Furthermore, different silver coins also varied in silver content, not to mention counterfeit silver coins with low silver content those were circulating in the economy. To validate the authenticity of silver coins, merchants often left chop marks, which caused their depreciation in weight. As many merchants were concerned with counterfeit coins, different chop marks may be left on silver coins as they passed through different merchants. Over time, these silver coins are covered in multiple chop marks made by different merchants and gradually depreciate in weight. In this way, the depreciation in weight caused by this anti-counterfeiting measure created further differences amongst these silver coins that were already inconsistent in specifications. As a result, these chop marked coins could no longer be considered as having the same value and were referred to as “chopped dollars”. In other words, although the chop marks validated the quality of such silver coins, they could no longer be traded using their face value, but were rather assessed of their value by weight. For this reason, the nominal currency system, which designated the silver coins’ face value of one yuan, could not function and was replaced by the metage currency system that assessed the value of silver coins by weight.
The prevalence of the metage currency system is therefore caused by the difference between intrinsic and nominal values among many silver currencies and chopped dollars. Used in trading transactions to assess the value of silver coins so that both parties can agree on the value of the silver coins used, the metage currency system was born in response to the uniqueness and complexity of the silver coins and out of the needs for smooth transactions.

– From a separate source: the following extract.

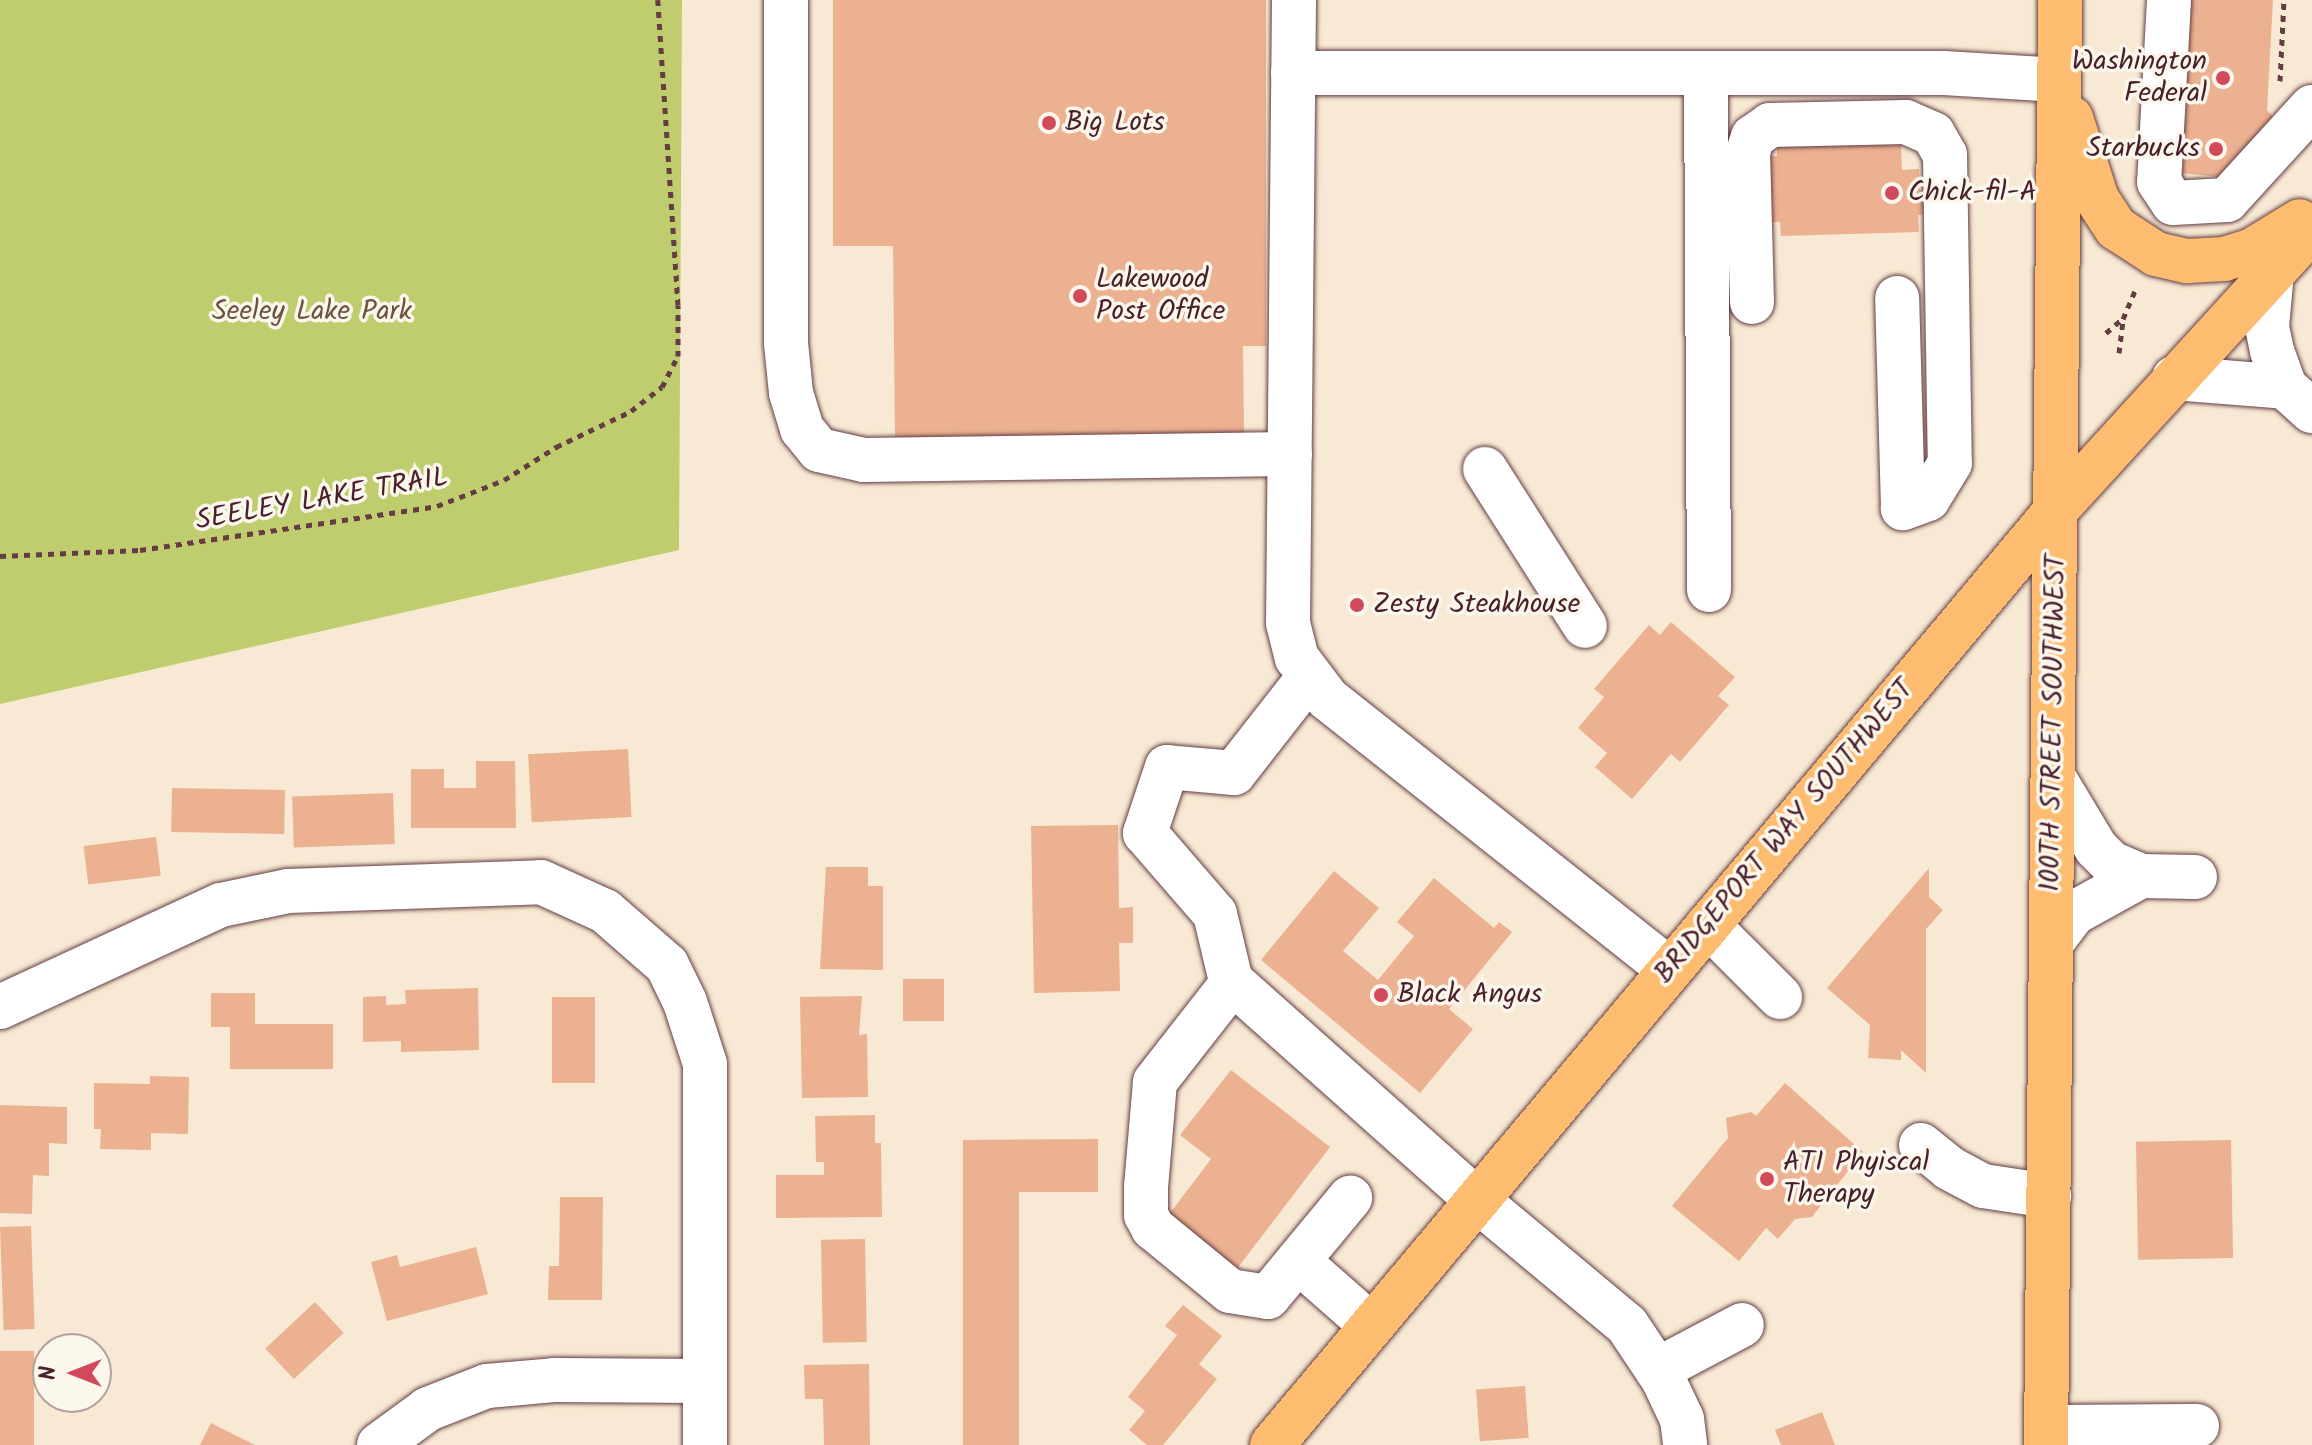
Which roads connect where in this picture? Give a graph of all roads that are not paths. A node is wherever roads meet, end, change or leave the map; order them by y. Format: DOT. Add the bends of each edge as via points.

In the late Qing rule period, silver currencies could be found circulating in Taiwan after being weighed in tael and mace and converted to the denomination of yuan (Li & Huang, 1976).2 Based on the historical records on the metage currency system in the late Qing rule period compiled in 1904, it can be pointed out that the denomination of yuan used in Taiwan differed slightly between different regions of the island. One yuan was seven mace and three candareens of treasury standard silver (later referred to as the seventy-two-candareens silver standard) in northern Taiwan, seven mace (seven-mace silver standard) in central Taiwan, and six mace and eight candareens (sixty-eight-candareens silver standard) in southern Taiwan (Office of Finance, Department of Civil Affairs, Government-of Taiwan, 1904). From these records, we can see the regional difference in conversion rates of the metage currency systems and identify it as one of the major features of the system in Taiwan during the late Qing rule period and the early Japanese rule period that followed.

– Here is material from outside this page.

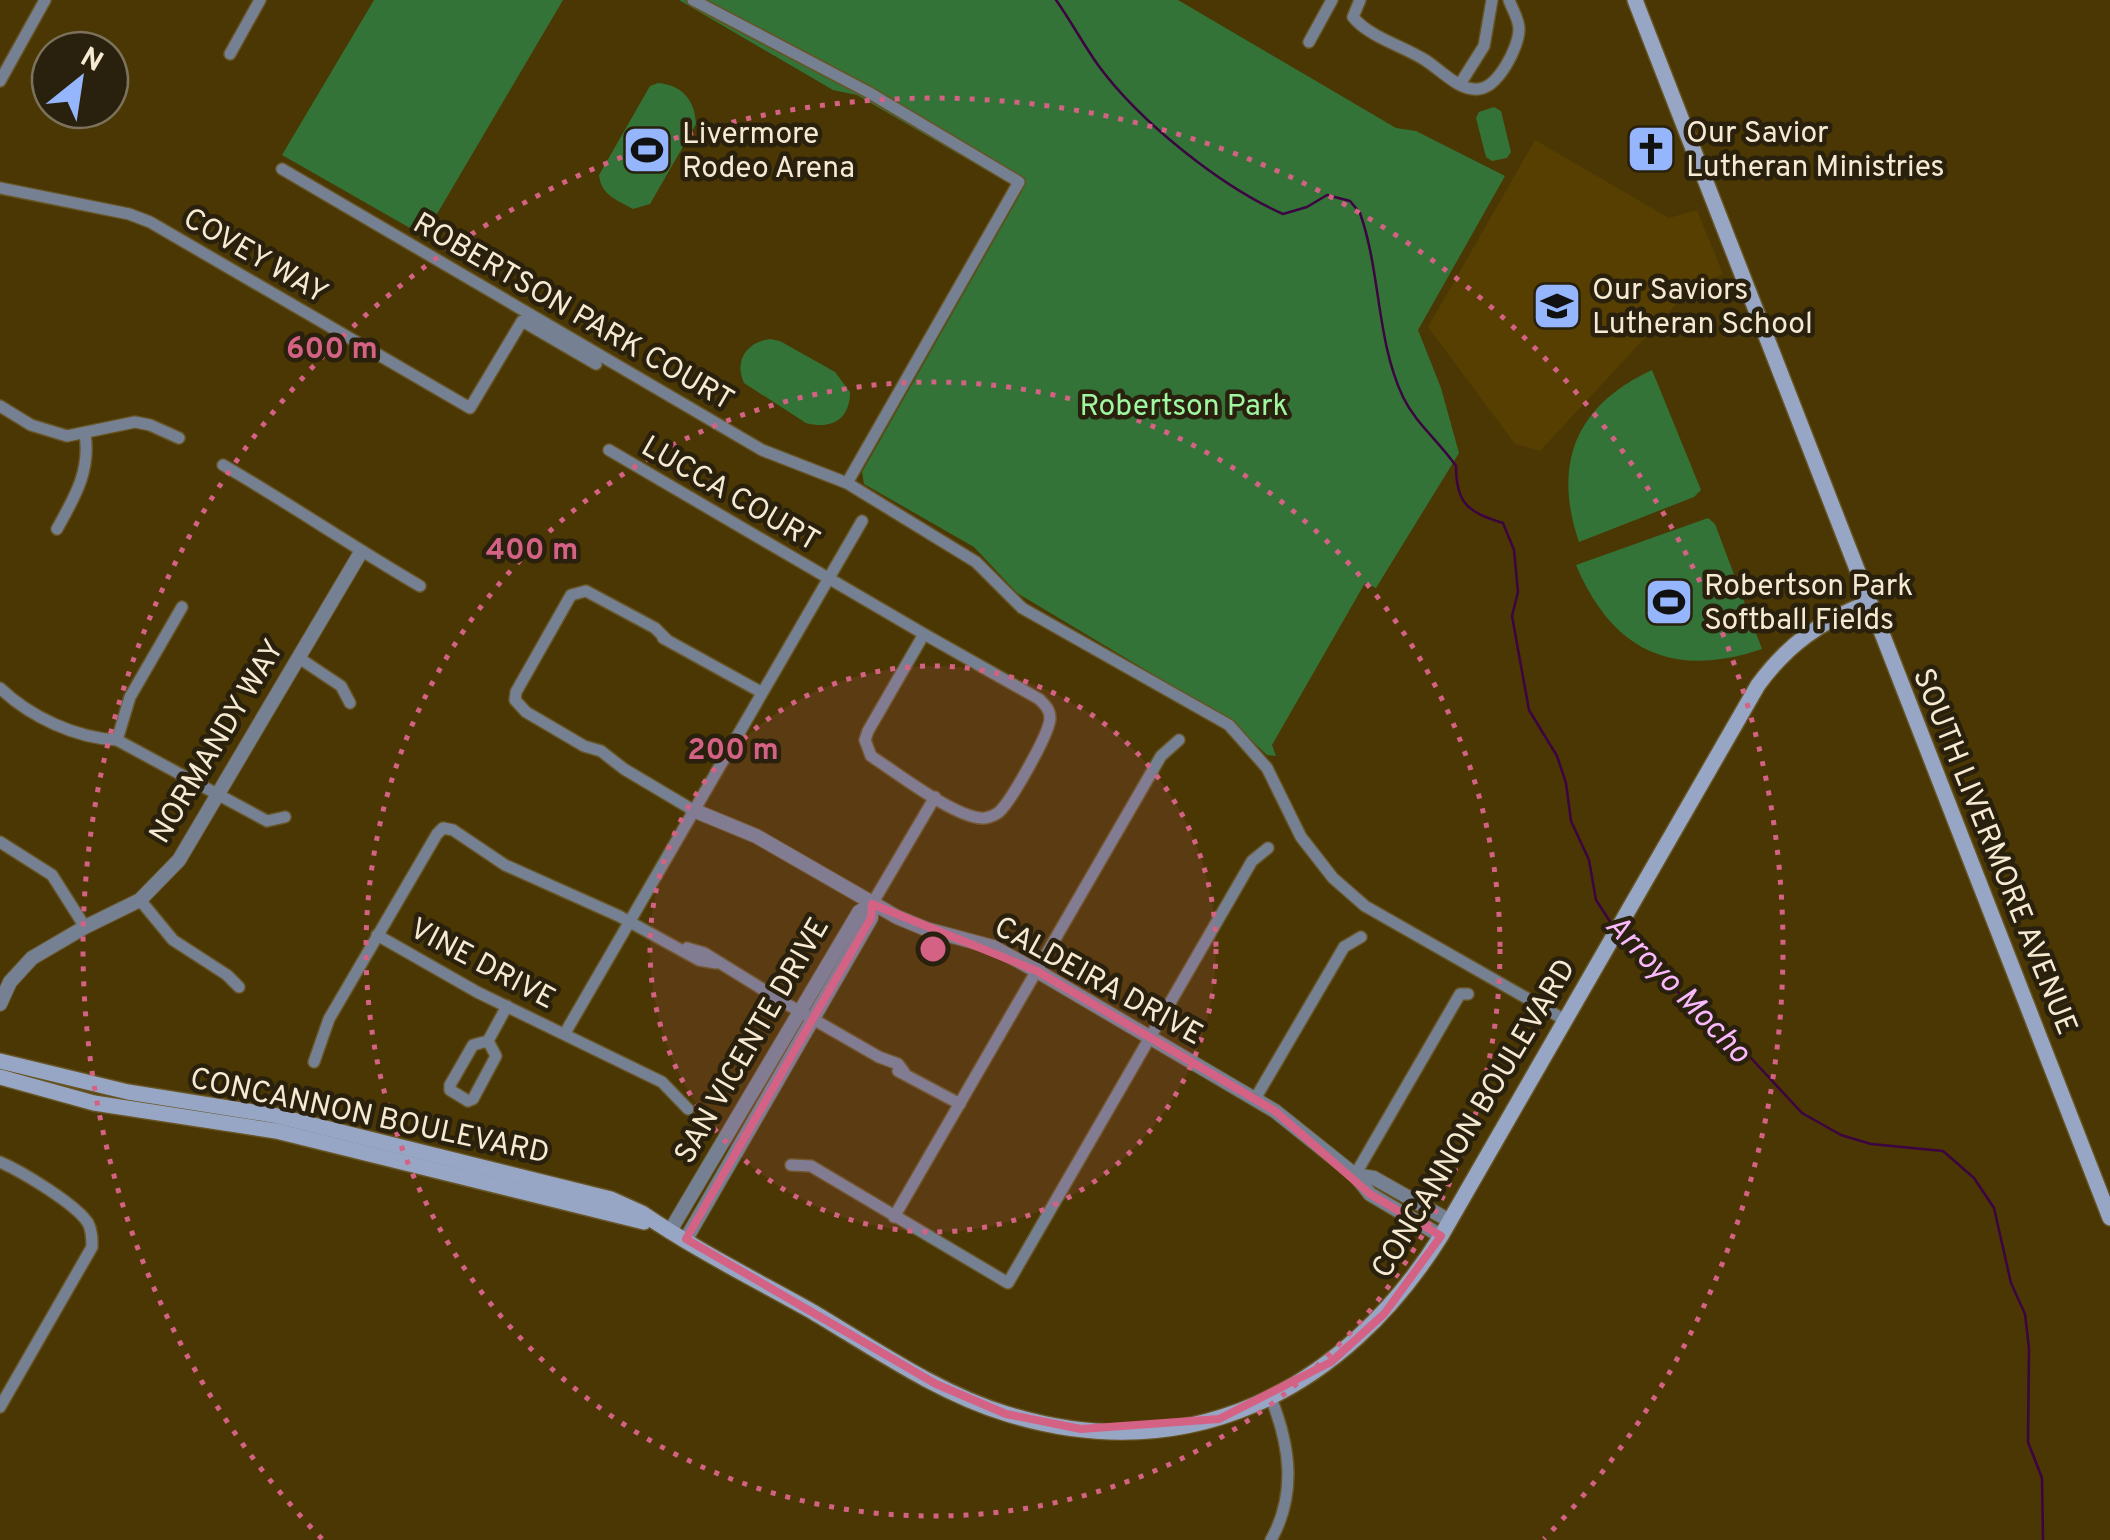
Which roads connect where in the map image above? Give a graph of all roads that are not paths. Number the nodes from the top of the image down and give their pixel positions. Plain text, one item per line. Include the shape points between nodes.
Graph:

In the hope of determining the chronological and geographical features of and changes to the silver standards in Taiwan over time, we focused on this issue and compared records on the metage currency system used in Taiwan in the late Qing rule period and in the early Japanese rule period as compiled in two books, The Currency System of Taiwan (Office of Finance, Department of Civil Affairs, Government-General of Taiwan, 1904) and A Brief Introduction to the Land Usage in Taiwan (Temporary Taiwan Land Investigation Bureau, 1905), respectively. We has illustrated below in Figure 1 the geographical distribution of the different silver standards used in the metage currency system based on the descriptions in the two books.
It can be seen in Figure 1 that the metage currency system’s silver standards used in different parts of Taiwan between the end of the 19th century and the beginning of the 20th century and that they were different in both their exterior appearance and intrinsic characteristics. The topics relevant to this paper can be generally described in the two following points.
Data source: The illustration pictured left is based on the Taiwan Sotokufu Archives, Collection No. 00009714035 and Office of Finance, Department of Civil Affairs, Government-General of Taiwan (1904). The illustration pictured right is based on Temporary Taiwan Land Investigation Bureau (1905).
Figure 1. The silver standards used in the metage currency system of Taiwan during the late Qing rule and early Japanese rule periods.
First, the metage currency system’s silver standards vary among different geographical regions. Leaving aside the fact that the investigations were conducted separately in time, the data clearly shows the difference among the silver standards used in different parts of the island. This phenomenon had arisen from the various characteristics of the trading activities in Taiwan. Considering the historical context, the reason may be the lack of a unified trading circle. Instead, the island’s separate trading circles in the northern and southern regions were independently connected with Hong Kong and Macau, forming geographically isolated economic circles that gave the currencies circulating in Taiwan their geographically isolated feature (Kobayashi, 1977). Furthermore, geographical barriers also prevented a unified market across the island from forming, thus negating the need to unify the currencies in circulation (Wu, 2005). From these facts, we may deduce that the difference among the silver standards used in different parts of Taiwan stemmed from the isolation of the trading circles on the island. In other words, the geographical difference among the silver standards seems to reflect the infrequent trading activities and interactions between different regions of Taiwan.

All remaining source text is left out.